Given the cost and difficulties of bringing a new drug to market, repurposing of existing drugs presents an attractive proposition for new therapies. Metformin is an established treatment for diabetes which also appears to be associated with improved cardiovascular outcome. The exact mechanisms for this are unclear, but may be in part due to reductions in insulin resistance (IR) and inflammation. Both of these processes are linked with the development of adverse left ventricular remodelling, in particular, left ventricular hypertrophy (LVH), an independent cardiovascular risk factor. The aim of this series of studies was to utilise a translational approach involving ‘big data’, record linkage to a bio-resource, genomics and a proof-of-concept randomised controlled trial to determine whether metformin could be repurposed as a treatment for LVH. Three studies were conducted, first, a genomic study to determine whether genetically-determined IR was independently associated with echocardiographic LVH in patients with AS. Second, a large cohort study was analysed to determine whether metformin use was associated with improved cardiovascular outcome in diabetic patients with moderate/severe AS compared to non-metformin users.
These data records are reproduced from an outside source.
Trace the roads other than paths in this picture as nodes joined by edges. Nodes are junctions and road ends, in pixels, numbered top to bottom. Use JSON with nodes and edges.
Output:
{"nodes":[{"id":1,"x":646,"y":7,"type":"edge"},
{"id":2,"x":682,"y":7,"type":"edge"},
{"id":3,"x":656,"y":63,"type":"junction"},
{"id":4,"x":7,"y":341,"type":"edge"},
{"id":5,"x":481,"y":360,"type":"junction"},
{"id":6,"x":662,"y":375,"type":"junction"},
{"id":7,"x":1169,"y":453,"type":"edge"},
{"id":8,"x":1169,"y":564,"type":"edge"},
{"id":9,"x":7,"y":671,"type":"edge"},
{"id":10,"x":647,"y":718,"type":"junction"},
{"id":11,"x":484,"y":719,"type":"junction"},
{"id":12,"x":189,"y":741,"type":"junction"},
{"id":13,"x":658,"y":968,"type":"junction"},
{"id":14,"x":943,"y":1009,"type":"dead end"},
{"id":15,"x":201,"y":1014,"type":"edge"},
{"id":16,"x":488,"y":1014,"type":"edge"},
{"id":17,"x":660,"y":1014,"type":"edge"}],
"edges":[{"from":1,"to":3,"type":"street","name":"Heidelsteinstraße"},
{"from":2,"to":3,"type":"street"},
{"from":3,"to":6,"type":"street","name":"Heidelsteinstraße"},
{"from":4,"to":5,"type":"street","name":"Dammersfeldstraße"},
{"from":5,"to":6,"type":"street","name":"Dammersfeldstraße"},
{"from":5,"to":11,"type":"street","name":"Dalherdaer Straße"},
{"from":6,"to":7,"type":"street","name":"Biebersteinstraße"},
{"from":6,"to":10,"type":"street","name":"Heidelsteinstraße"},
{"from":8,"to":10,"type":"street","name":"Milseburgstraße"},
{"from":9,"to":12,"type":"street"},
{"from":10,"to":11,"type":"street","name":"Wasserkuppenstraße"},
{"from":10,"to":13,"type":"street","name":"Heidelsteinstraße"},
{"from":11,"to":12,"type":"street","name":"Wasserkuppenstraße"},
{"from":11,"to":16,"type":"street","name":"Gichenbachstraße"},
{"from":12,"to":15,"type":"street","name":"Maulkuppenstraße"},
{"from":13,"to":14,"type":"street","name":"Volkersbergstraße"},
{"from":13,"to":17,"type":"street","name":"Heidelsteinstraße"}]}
Finally, in a proof-of-concept study to assess the potential of metformin to cause regression of LVH, a randomised controlled trial of metformin vs. placebo was conducted in non-diabetic patients with IR and coronary artery disease without hypertension.
After adjustment for AS severity, age, sex and systolic blood pressure (SBP), patients in the highest tertile of IR genetic risk were significantly more likely to have LVH than those in the lowest tertile (OR 1.71; 95% CI 1.13–2.61, p=0.012). In the longitudinal cohort study, although diabetic patients overall had a worse outcome than non-diabetics, metformin users actually had similar outcomes to non-diabetic patients (HR=1.24, 95% CI 0.84–1.82, p=0.28) whereas diabetic patients on drugs other than metformin had significantly higher risk than non-diabetic patients (HR 1.70; 95% CI 1.23–2.34, p=0.0012) after adjustment for relevant clinical variables including AS severity, duration of diabetes, medication use and SBP. Finally, in the randomised trial, 12 months of metformin treatment reduced indexed LVMI compared to placebo (intention-to-treat: −2.7±2.3 g/m 1.7 vs. −1.4±2.7 g/m 1.7; p=0.051; per-protocol: −3.1±1.9 g/m 1.7 vs. −1.2±2.7 g/m 1.7; p=0.005).
By using a comprehensive translational approach including ‘big data’, genomics and a randomised clinical trial, these results suggest that metformin may have the potential to be repurposed as a treatment for cardiovascular disease and warrants further prospective trials to evaluate its use.